Земля - это Россия. Единственная. Православная. Конопатая. С ножичками и штычками.
Это - Ад.
Между Адом и Раем - ничего. Крутятся какие-то ничтожества. «Ни те, ни се…»
В таких кулисах нужен соответствующий лирический герой. На смену призраку, который во время оно вдоволь побродил по Европе, у Бережкова выпущен другой призрак: слепой музыкант. Но не затем он выпущен на сцену, чтобы наследовать Гомеру или Короленке, а чтобы заявить:
Я ничего, ничего не вижу,
Да я и видеть не хочу.
Ответ, достойный стоика. Нет реальности! Нигиль.
Поэзия от зоркой слепоты, как известно, выигрывает.
Прорастет сквозь базар и гам
неживая земля травой,
Улыбнется Россия нам,
крупноблочной кивнет главой…
…Это вьюн, завивая ус,
ищет по небу брод.
Но, задев на пороге куст, -
бьется в открытый вход…
Простак сказал бы: ломится в открытую дверь.

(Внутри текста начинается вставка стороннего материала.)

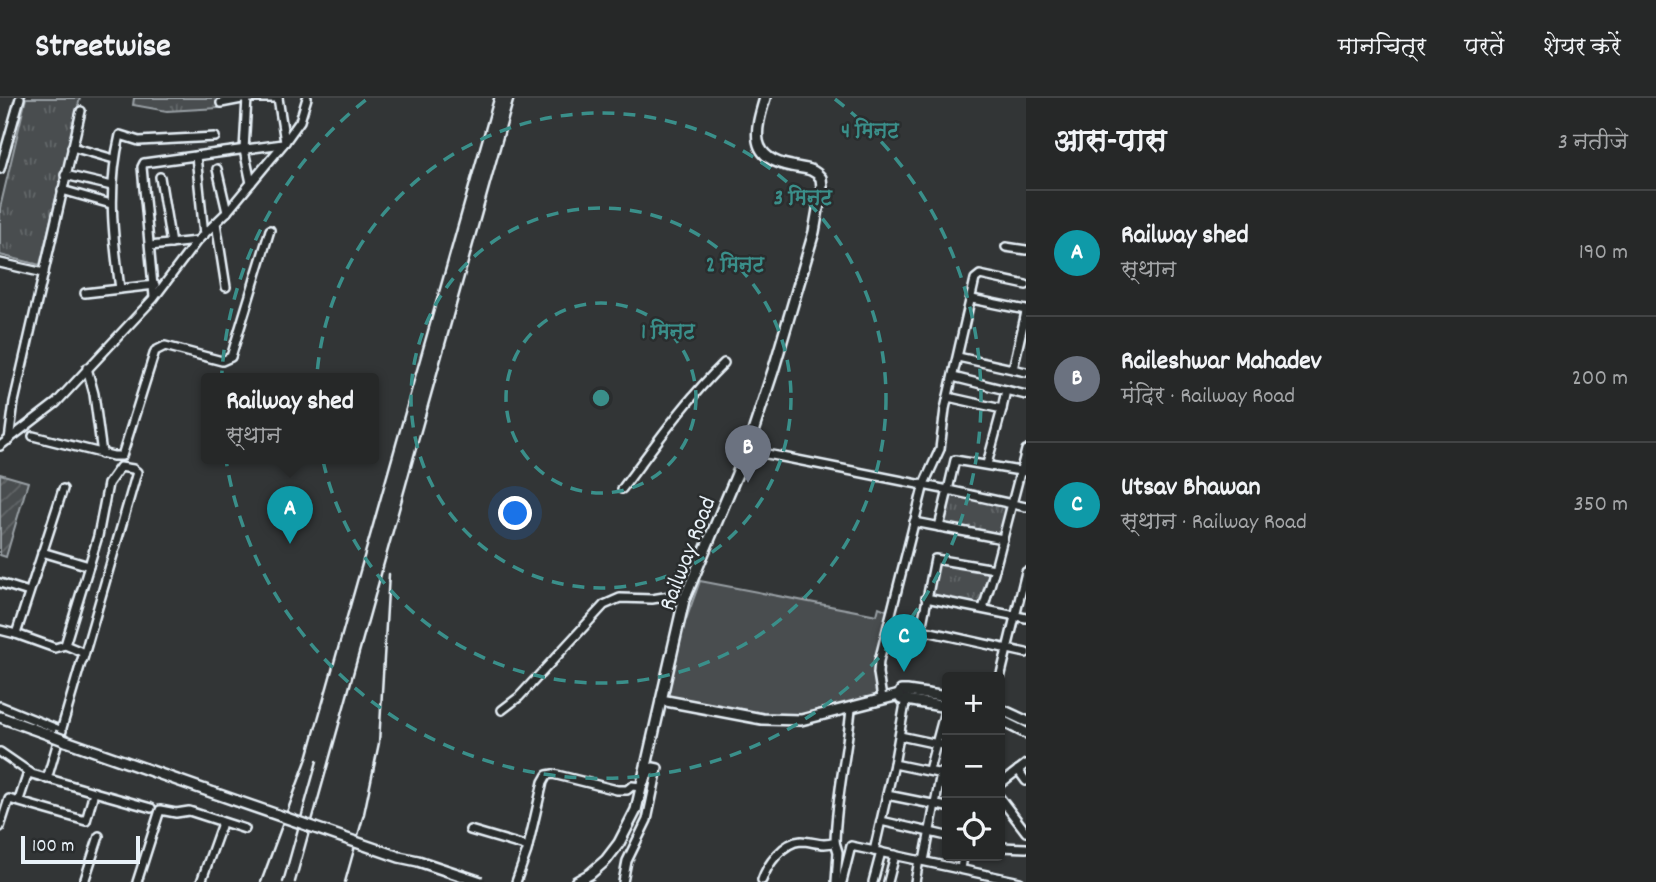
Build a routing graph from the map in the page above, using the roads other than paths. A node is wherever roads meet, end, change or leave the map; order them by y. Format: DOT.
graph roads {
  1 [pos="20,98"];
  2 [pos="247,98"];
  3 [pos="278,98"];
  4 [pos="307,98"];
  5 [pos="765,98"];
  6 [pos="221,103"];
  7 [pos="81,111"];
  8 [pos="215,137"];
  9 [pos="4,138"];
  10 [pos="284,143"];
  11 [pos="72,147"];
  12 [pos="244,150"];
  13 [pos="196,156"];
  14 [pos="114,159"];
  15 [pos="0,169"];
  16 [pos="217,169"];
  17 [pos="65,176"];
  18 [pos="160,177"];
  19 [pos="251,183"];
  20 [pos="112,186"];
  21 [pos="62,190"];
  22 [pos="111,204"];
  23 [pos="227,212"];
  24 [pos="216,223"];
  25 [pos="270,230"];
  26 [pos="204,234"];
  27 [pos="197,241"];
  28 [pos="170,244"];
  29 [pos="150,246"];
  30 [pos="1006,247"];
  31 [pos="1026,250"];
  32 [pos="0,263"];
  33 [pos="44,273"];
  34 [pos="155,285"];
  35 [pos="1026,285"];
  36 [pos="226,288"];
  37 [pos="120,289"];
  38 [pos="85,293"];
  39 [pos="154,298"];
  40 [pos="972,299"];
  41 [pos="1026,311"];
  42 [pos="958,357"];
  43 [pos="724,363"];
  44 [pos="87,368"];
  45 [pos="1013,369"];
  46 [pos="1026,372"];
  47 [pos="953,377"];
  48 [pos="1006,390"];
  49 [pos="1026,395"];
  50 [pos="948,397"];
  51 [pos="1002,409"];
  52 [pos="33,436"];
  53 [pos="9,440"];
  54 [pos="0,446"];
  55 [pos="747,450"];
  56 [pos="1026,450"];
  57 [pos="102,454"];
  58 [pos="987,464"];
  59 [pos="1024,472"];
  60 [pos="924,484"];
  61 [pos="62,489"];
  62 [pos="622,489"];
  63 [pos="948,490"];
  64 [pos="1013,503"];
  65 [pos="1026,507"];
  66 [pos="914,522"];
  67 [pos="939,527"];
  68 [pos="1003,539"];
  69 [pos="42,552"];
  70 [pos="89,566"];
  71 [pos="995,569"];
  72 [pos="1026,573"];
  73 [pos="0,583"];
  74 [pos="29,592"];
  75 [pos="926,598"];
  76 [pos="684,600"];
  77 [pos="983,609"];
  78 [pos="1015,616"];
  79 [pos="1026,618"];
  80 [pos="890,623"];
  81 [pos="921,629"];
  82 [pos="0,630"];
  83 [pos="16,634"];
  84 [pos="65,645"];
  85 [pos="1007,647"];
  86 [pos="1026,653"];
  87 [pos="83,659"];
  88 [pos="1001,672"];
  89 [pos="904,694"];
  90 [pos="882,698"];
  91 [pos="661,700"];
  92 [pos="942,703"];
  93 [pos="0,706"];
  94 [pos="851,709"];
  95 [pos="502,710"];
  96 [pos="1005,711"];
  97 [pos="0,717"];
  98 [pos="1026,721"];
  99 [pos="942,722"];
  100 [pos="1005,722"];
  101 [pos="62,731"];
  102 [pos="1026,733"];
  103 [pos="900,736"];
  104 [pos="936,744"];
  105 [pos="942,745"];
  106 [pos="0,752"];
  107 [pos="894,764"];
  108 [pos="1026,764"];
  109 [pos="1018,770"];
  110 [pos="929,771"];
  111 [pos="28,773"];
  112 [pos="942,774"];
  113 [pos="47,779"];
  114 [pos="1005,780"];
  115 [pos="942,781"];
  116 [pos="1026,781"];
  117 [pos="640,791"];
  118 [pos="94,792"];
  119 [pos="887,795"];
  120 [pos="19,800"];
  121 [pos="935,804"];
  122 [pos="1005,805"];
  123 [pos="942,806"];
  124 [pos="151,808"];
  125 [pos="220,821"];
  126 [pos="881,821"];
  127 [pos="0,827"];
  128 [pos="245,829"];
  129 [pos="470,830"];
  130 [pos="929,832"];
  131 [pos="1026,832"];
  132 [pos="942,835"];
  133 [pos="99,836"];
  134 [pos="835,842"];
  135 [pos="528,847"];
  136 [pos="1005,847"];
  137 [pos="1026,848"];
  138 [pos="878,852"];
  139 [pos="895,855"];
  140 [pos="921,861"];
  141 [pos="962,861"];
  142 [pos="961,869"];
  143 [pos="762,880"];
  144 [pos="516,881"];
  145 [pos="85,882"];
  146 [pos="137,882"];
  147 [pos="201,882"];
  148 [pos="481,882"];
  149 [pos="576,882"];
  150 [pos="623,882"];
  151 [pos="836,882"];
  152 [pos="842,882"];
  153 [pos="873,882"];
  154 [pos="888,882"];
  155 [pos="915,882"];
  156 [pos="1020,882"];
  1 -- 9 [label="street"];
  2 -- 3 [label="street"];
  2 -- 6 [label="street"];
  2 -- 12 [label="street"];
  3 -- 10 [label="street"];
  4 -- 10 [label="street"];
  5 -- 55 [label="street, Railway Road"];
  7 -- 11 [label="street"];
  8 -- 14 [label="street"];
  9 -- 15 [label="street"];
  10 -- 12 [label="street"];
  10 -- 19 [label="street"];
  11 -- 14 [label="street"];
  11 -- 17 [label="street"];
  12 -- 13 [label="street"];
  12 -- 19 [label="street"];
  13 -- 26 [label="street"];
  13 -- 29 [label="street"];
  14 -- 20 [label="street"];
  16 -- 23 [label="street"];
  17 -- 20 [label="street"];
  17 -- 21 [label="street"];
  18 -- 28 [label="street"];
  19 -- 23 [label="street"];
  20 -- 22 [label="street"];
  21 -- 22 [label="street"];
  21 -- 33 [label="street"];
  22 -- 37 [label="street"];
  23 -- 24 [label="street"];
  24 -- 26 [label="street"];
  24 -- 36 [label="street"];
  25 -- 57 [label="street"];
  26 -- 27 [label="street"];
  27 -- 28 [label="street"];
  27 -- 39 [label="street"];
  28 -- 29 [label="street"];
  29 -- 34 [label="street"];
  30 -- 31 [label="street"];
  32 -- 33 [label="street"];
  33 -- 53 [label="street"];
  34 -- 37 [label="street"];
  34 -- 39 [label="street"];
  35 -- 40 [label="street"];
  37 -- 38 [label="street"];
  39 -- 44 [label="street"];
  40 -- 41 [label="street"];
  40 -- 42 [label="street"];
  41 -- 45 [label="street"];
  42 -- 45 [label="street"];
  42 -- 47 [label="street"];
  43 -- 62 [label="street"];
  44 -- 53 [label="street"];
  44 -- 57 [label="street"];
  45 -- 46 [label="street"];
  47 -- 48 [label="street"];
  47 -- 50 [label="street"];
  48 -- 49 [label="street"];
  48 -- 51 [label="street"];
  50 -- 51 [label="street"];
  50 -- 60 [label="street"];
  51 -- 58 [label="street"];
  52 -- 57 [label="street"];
  53 -- 54 [label="street"];
  55 -- 60 [label="street"];
  55 -- 76 [label="street, Railway Road"];
  56 -- 59 [label="street"];
  58 -- 59 [label="street"];
  58 -- 63 [label="street"];
  59 -- 64 [label="street"];
  60 -- 63 [label="street"];
  60 -- 66 [label="street"];
  61 -- 69 [label="street"];
  63 -- 64 [label="street"];
  63 -- 67 [label="street"];
  64 -- 65 [label="street"];
  64 -- 68 [label="street"];
  66 -- 67 [label="street"];
  66 -- 80 [label="street"];
  67 -- 68 [label="street"];
  68 -- 71 [label="street"];
  69 -- 70 [label="street"];
  69 -- 74 [label="street"];
  70 -- 84 [label="street"];
  70 -- 87 [label="street"];
  71 -- 75 [label="street"];
  71 -- 77 [label="street"];
  72 -- 78 [label="street"];
  73 -- 74 [label="street"];
  74 -- 83 [label="street"];
  75 -- 77 [label="street"];
  75 -- 81 [label="street"];
  76 -- 91 [label="street, Railway Road"];
  76 -- 95 [label="street"];
  77 -- 78 [label="street"];
  78 -- 79 [label="street"];
  78 -- 85 [label="street"];
  80 -- 81 [label="street"];
  80 -- 90 [label="street"];
  81 -- 85 [label="street"];
  82 -- 83 [label="street"];
  83 -- 84 [label="street"];
  84 -- 87 [label="street"];
  85 -- 86 [label="street"];
  85 -- 88 [label="street"];
  87 -- 101 [label="street"];
  89 -- 90 [label="street"];
  89 -- 92 [label="street"];
  89 -- 103 [label="street"];
  90 -- 94 [label="street"];
  91 -- 94 [label="street"];
  91 -- 117 [label="street, Railway Road"];
  93 -- 101 [label="street"];
  94 -- 134 [label="street"];
  96 -- 98 [label="street"];
  97 -- 148 [label="street, bridge"];
  99 -- 104 [label="street"];
  100 -- 102 [label="street"];
  101 -- 113 [label="street"];
  103 -- 104 [label="street"];
  103 -- 107 [label="street"];
  104 -- 105 [label="street"];
  104 -- 110 [label="street"];
  106 -- 111 [label="street"];
  107 -- 110 [label="street"];
  107 -- 119 [label="street"];
  108 -- 109 [label="street"];
  109 -- 114 [label="street"];
  109 -- 116 [label="street"];
  110 -- 112 [label="street"];
  111 -- 113 [label="street"];
  111 -- 120 [label="street"];
  113 -- 118 [label="street"];
  115 -- 121 [label="street"];
  117 -- 135 [label="street"];
  117 -- 149 [label="street, Railway Road"];
  117 -- 150 [label="street"];
  118 -- 120 [label="street"];
  118 -- 124 [label="street"];
  119 -- 121 [label="street"];
  119 -- 126 [label="street"];
  120 -- 127 [label="street"];
  121 -- 123 [label="street"];
  121 -- 130 [label="street"];
  122 -- 131 [label="street"];
  125 -- 128 [label="street"];
  125 -- 146 [label="street"];
  125 -- 147 [label="street"];
  126 -- 130 [label="street"];
  126 -- 138 [label="street"];
  129 -- 135 [label="street"];
  130 -- 132 [label="street"];
  130 -- 140 [label="street"];
  133 -- 145 [label="street"];
  134 -- 143 [label="street"];
  134 -- 151 [label="street"];
  135 -- 144 [label="street"];
  136 -- 137 [label="street"];
  138 -- 139 [label="street"];
  138 -- 152 [label="street"];
  138 -- 153 [label="street"];
  139 -- 140 [label="street"];
  139 -- 154 [label="street"];
  140 -- 142 [label="street"];
  140 -- 155 [label="street"];
  141 -- 142 [label="street"];
  142 -- 156 [label="street"];
}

Но поэзия работает на других уровнях: ей нюансы важнее прямых смыслов. Парадная дверь открыта, но то ж парадная! Тогда нам - по небу, а если не получается, то - через дворницкую, черным ходом, провонявшим, заросшим.
Кстати, что это за куст там вырос?
Да сказано же: терновый .
Каждый пришедший в мир -
- значит, попавший на пир -
Из своего кармана
платит на этом пиру:
Платит за шпаги свои
шпагоглотатель-факир;
Платит за бури моряк,
платит игрок за игру.
Виктор Луферов
Самые ранние песни Виктора Луферова, включенные им в итоговый сборник, мечены 1967 годом. Пишет он - с 1964-го. Люди, пережившие тогда «смену эпох», помнят, как это было. Власть, сменившаяся на самой верхушке, не решилась круто переложить рули: поворот происходил постепенно; либеральная инерция все еще действовала: четыре года вольность выкуривалась из кругов пищущей и поющей братии; то, что шло на смену вольности, было не вполне ясно - это предстояло нащупать, испытать на себе, собой…

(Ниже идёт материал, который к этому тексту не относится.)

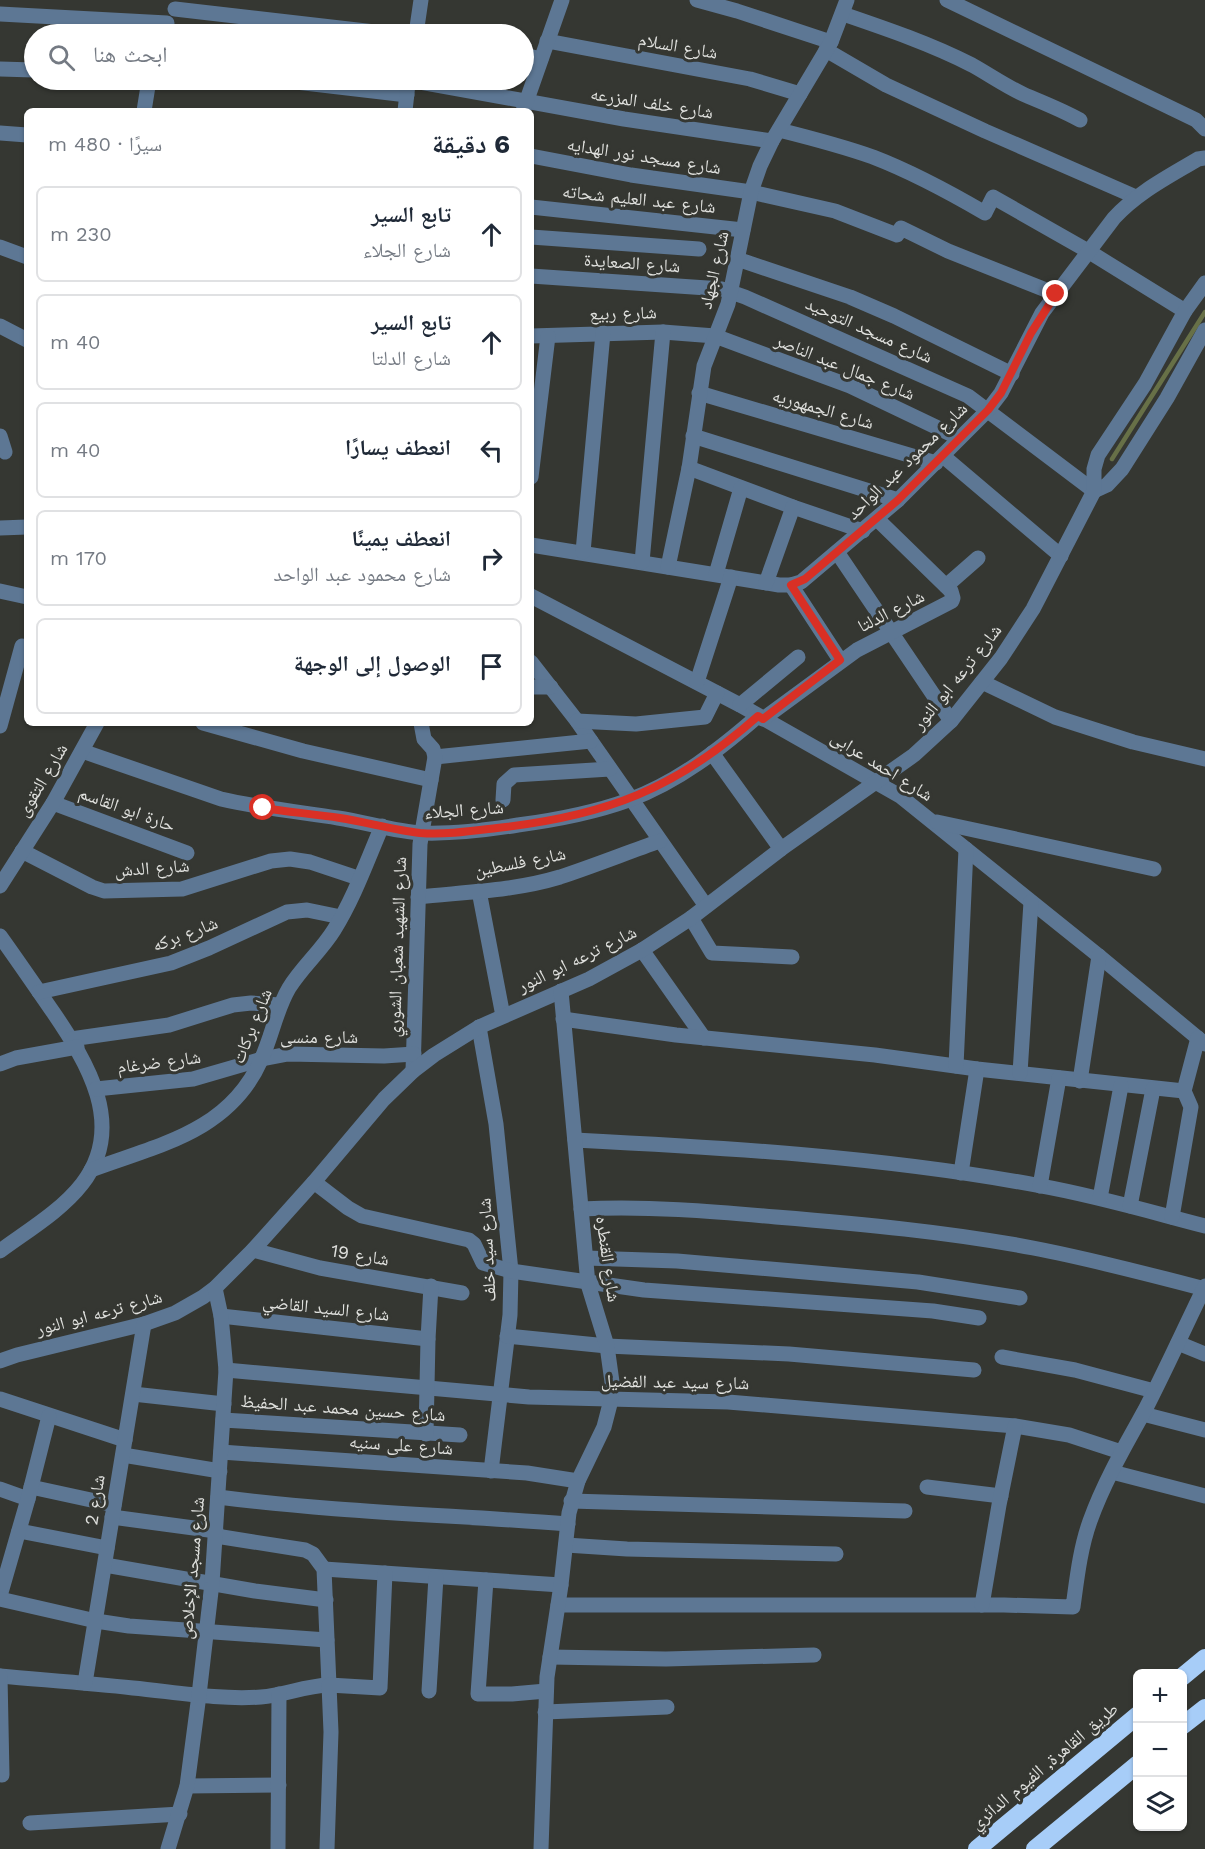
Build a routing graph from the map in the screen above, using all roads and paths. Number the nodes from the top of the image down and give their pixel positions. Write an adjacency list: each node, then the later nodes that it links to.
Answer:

Раньше и резче всех был развернут кинематограф (он всегда оказывался впереди): легли на полку фильмы «шестидесятников» (Алов и Наумов, Аскольдов, Муратова, Тарковский); в центре оказался Толстой, осмысленный Бондарчуком. Отступили молодые бунтари и в литературе, начался реванш «деревенщиков». Исчезли «стальные птицы» аксеновского покроя - тихо, почвенно пошла в рост трава…
Кажется, единственное поле, которое прополоть и почистить не дошли руки, - поле бардовской песни. Тут, напротив, разрозненные эстрады стали сочленяться в нечто единое: в Фестиваль. Страна подхватила; хором, скопом.
То, что кончилось, впоследствии было осознано как эпоха «патриархов». То, что началось, - как «атака жанра». Патриархи пели каждый наособицу: Окуджава «не замечал» Визбора, Анчаров «не слышал» Высоцкого. Резонансная среда, которую они создали наощупь, «не зная» и «не слыша» друг друга, стала заполняться молодыми их последователями, слушавшими друг друга очень внимательно. Для них был готов «жанр». Поле, чтобы сеять и жать. Небо, чтобы летать. Эстрада, чтобы петь. Сцена, чтобы играть.